SL: I’m going to be 47 years old. I’ve been working in nightclubs since I was 15, professionally since college. When I first started doing this particular work in dance music and nightclubs, other people in the lighting and production industry looked like at my side of the world like I just got a disease. Nobody wanted to touch it. Nobody wanted to deal with you. This was not the side of the industry that was worth anything and what you’re doing is garbage and you’re a joke. Now fast forward to today, dance music and festivals are outrunning every other part of the industry to where there’s huge dollars in it. We’ve grown exponentially with the industry because we’ve been in it before it was the cool thing to do. Now all of a sudden even the rock and roll designers who used to tell me I was an idiot and ask why I would work for nightclubs and raves now all of a sudden they want to stretch their wings out and come into this world. The difference is if you don’t understand the sociology of what this industry is, it’s harder to deliver a show to the audience. I’m not saying that you can’t, but it’s a more cohesive experience for the audience if the designer understands the musical genre. How the kids behave at these shows. The different sociology from genre to genre as well because the drum and bass crowd is very different than the techno crowd, is very different than the main stage, top 40, poppy, Marshmello music crowd. I’m not judging anyone for liking a specific artist, but if you go into the dark techno area, you’re going to see a very different kind of vibe and feel a very different kind of vibe as opposed to going and watching Marshmello on the main stage.

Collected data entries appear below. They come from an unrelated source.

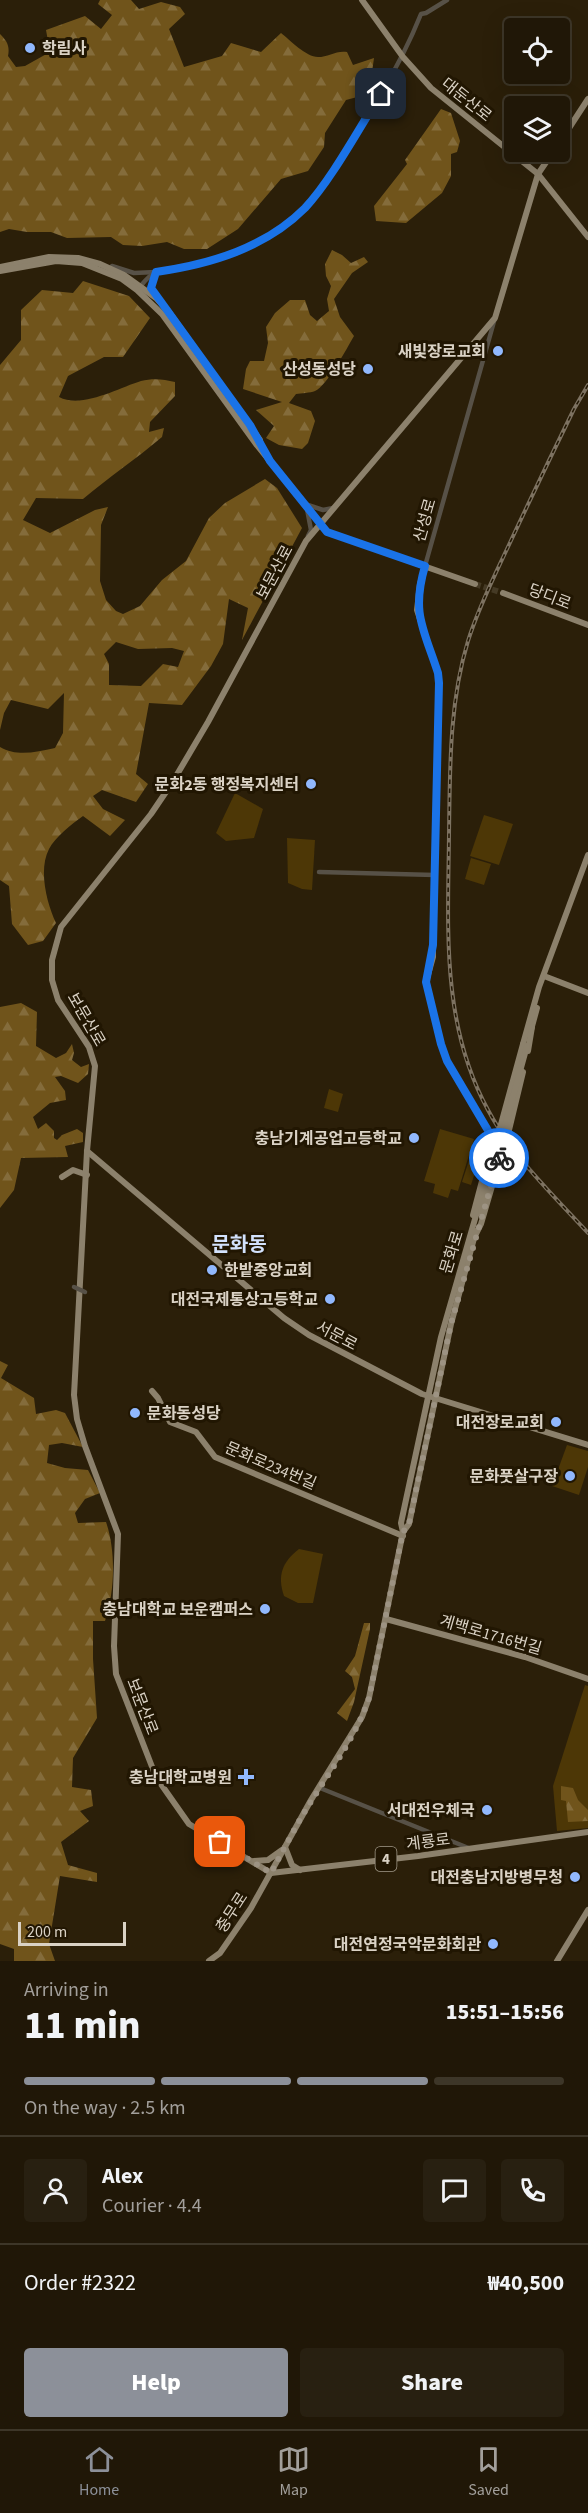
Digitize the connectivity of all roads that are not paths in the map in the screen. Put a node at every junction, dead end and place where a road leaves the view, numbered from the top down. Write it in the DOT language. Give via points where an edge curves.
graph roads {
  1 [pos="362,0"];
  2 [pos="447,0"];
  3 [pos="403,57"];
  4 [pos="588,99"];
  5 [pos="570,127"];
  6 [pos="546,162"];
  7 [pos="538,174"];
  8 [pos="588,237"];
  9 [pos="100,264"];
  10 [pos="0,267"];
  11 [pos="0,271"];
  12 [pos="156,272"];
  13 [pos="139,288"];
  14 [pos="164,306"];
  15 [pos="495,318"];
  16 [pos="261,448"];
  17 [pos="305,504"];
  18 [pos="338,505"];
  19 [pos="320,525"];
  20 [pos="306,542"];
  21 [pos="425,566"];
  22 [pos="475,584"];
  23 [pos="503,593"];
  24 [pos="588,625"];
  25 [pos="588,855"];
  26 [pos="319,872"];
  27 [pos="435,875"];
  28 [pos="544,976"];
  29 [pos="588,993"];
  30 [pos="530,1028"];
  31 [pos="502,1121"];
  32 [pos="509,1130"];
  33 [pos="490,1134"];
  34 [pos="87,1151"];
  35 [pos="87,1175"];
  36 [pos="62,1177"];
  37 [pos="479,1213"];
  38 [pos="473,1224"];
  39 [pos="476,1234"];
  40 [pos="74,1287"];
  41 [pos="84,1292"];
  42 [pos="151,1389"];
  43 [pos="432,1397"];
  44 [pos="588,1445"];
  45 [pos="403,1534"];
  46 [pos="386,1619"];
  47 [pos="588,1679"];
  48 [pos="320,1788"];
  49 [pos="588,1832"];
  50 [pos="285,1847"];
  51 [pos="471,1849"];
  52 [pos="252,1860"];
  53 [pos="301,1870"];
  54 [pos="271,1873"];
  55 [pos="588,1910"];
  56 [pos="209,1961"];
  57 [pos="557,1961"];
  1 -- 3 [label="main road, 대둔산로"];
  2 -- 3 [label="street" via="421,14"];
  3 -- 7 [label="main road, 대둔산로" via="430,88"];
  3 -- 12 [label="street" via="316,195 291,220 268,237 231,255"];
  4 -- 5 [label="main road"];
  6 -- 7 [label="main road, 보문산로"];
  7 -- 8 [label="main road, 대둔산로"];
  7 -- 15 [label="main road, 보문산로"];
  9 -- 10 [label="main road" via="49,257"];
  9 -- 12 [label="street" via="134,273"];
  9 -- 13 [label="main road"];
  11 -- 13 [label="main road" via="56,261 82,263"];
  12 -- 13 [label="street"];
  12 -- 14 [label="street" via="151,288"];
  13 -- 14 [label="main road"];
  13 -- 16 [label="main road"];
  14 -- 16 [label="main road" via="250,425"];
  15 -- 18 [label="main road, 보문산로"];
  15 -- 21 [label="street, 산성로"];
  16 -- 17 [label="main road"];
  17 -- 18 [label="street" via="323,510"];
  17 -- 19 [label="main road"];
  17 -- 20 [label="street" via="310,530"];
  18 -- 19 [label="main road, 보문산로"];
  19 -- 20 [label="main road, 보문산로"];
  19 -- 21 [label="main road" via="327,532"];
  20 -- 34 [label="main road, 보문산로" via="172,783 61,927 52,973 58,1000 94,1058"];
  21 -- 22 [label="main road"];
  21 -- 27 [label="main road, 산성로" via="417,610 439,683"];
  23 -- 24 [label="main road, 당디로"];
  25 -- 28 [label="main road, 문화로"];
  26 -- 27 [label="street"];
  27 -- 33 [label="main road, 산성로" via="432,957 426,982 431,1008 447,1061"];
  28 -- 29 [label="main road"];
  28 -- 30 [label="main road, 문화로"];
  30 -- 31 [label="main road" via="522,1040"];
  30 -- 32 [label="main road"];
  30 -- 37 [label="main road, 문화로, bridge"];
  33 -- 38 [label="main road" via="492,1150"];
  33 -- 39 [label="main road, 산성로" via="499,1149 499,1160"];
  34 -- 35 [label="main road, 보문산로"];
  34 -- 43 [label="main road, 서문로" via="297,1328"];
  35 -- 36 [label="main road" via="73,1170"];
  35 -- 52 [label="main road, 보문산로" via="74,1395 85,1446 118,1534 116,1674 165,1792 189,1824"];
  37 -- 38 [label="main road, 문화로"];
  37 -- 39 [label="main road, 문화로"];
  38 -- 43 [label="main road, 문화로" via="446,1318"];
  39 -- 43 [label="main road, 문화로"];
  40 -- 41 [label="street, bridge"];
  42 -- 45 [label="main road, 문화로234번길" via="170,1422 195,1432 215,1458"];
  43 -- 44 [label="main road, 서문로"];
  43 -- 45 [label="main road, 문화로" via="401,1523"];
  45 -- 46 [label="main road, 문화로"];
  46 -- 47 [label="main road, 계백로1716번길" via="525,1657"];
  46 -- 48 [label="main road, 문화로" via="362,1717"];
  48 -- 50 [label="main road, 문화로"];
  48 -- 51 [label="street"];
  49 -- 51 [label="main road, 계룡로 / 4"];
  50 -- 52 [label="main road" via="268,1860"];
  50 -- 53 [label="main road" via="292,1865"];
  50 -- 54 [label="main road, 문화로"];
  51 -- 53 [label="main road, 계룡로 / 4"];
  52 -- 54 [label="main road, 보문산로"];
  53 -- 54 [label="main road, 계룡로 / 4"];
  54 -- 56 [label="main road, 충무로" via="226,1945"];
  55 -- 57 [label="main road"];
}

HL: You’ve mentioned that you’ve been working in nightclubs since you were 15. You were very passionate then and you’re clearly very passionate now. Do you think you’re just as excited about the scene today as you were when you first started?
SL: The short answer is yes, and I would put it to something like this. Years ago, I had a friend who said there are three things you can have in life when it comes to your profession. You can have a job. You can have a career. Or you can be like one percent of the population and have a calling, and if you’re that blessed to have a calling, you’ll never work a day in your life.
I think that I truly am blessed and found my calling fortunately very early on, but it took a lot of work to get there. It’s been twenty years of working and I’m still figuring it out. It wasn’t always a successful place to be, but it’s always something that I’ve been passionate about, and something I’ve always been interested in and I’m just very blessed that this industry turned into something and grew exponentially from the subculture to this mainstream environment where shows did 5000 people to where shows now do 100000 people. That would be where it is as far as how I feel about the industry. I’m exactly where I’m supposed to be and I’m equally, if not more passionate about it now because I have a wider perspective as to what the industry is now. I’m appreciative of the work that we’ve done. Appreciative of what the community really is. Listen there’s good, bad and ugly in every industry, but I try to see the positive in most of and embrace that and any of the negative stuff I just try to ignore it and just stay on the path.
HL: If there was an artist you could work with living or dead that you could work with who would it be?
SL: Well the two artists that I miss that I wish were still here because they’re music had huge impacts on me from my early years up until the time that they left this earth and that would be Peter Rauhofer and Frankie Knuckles.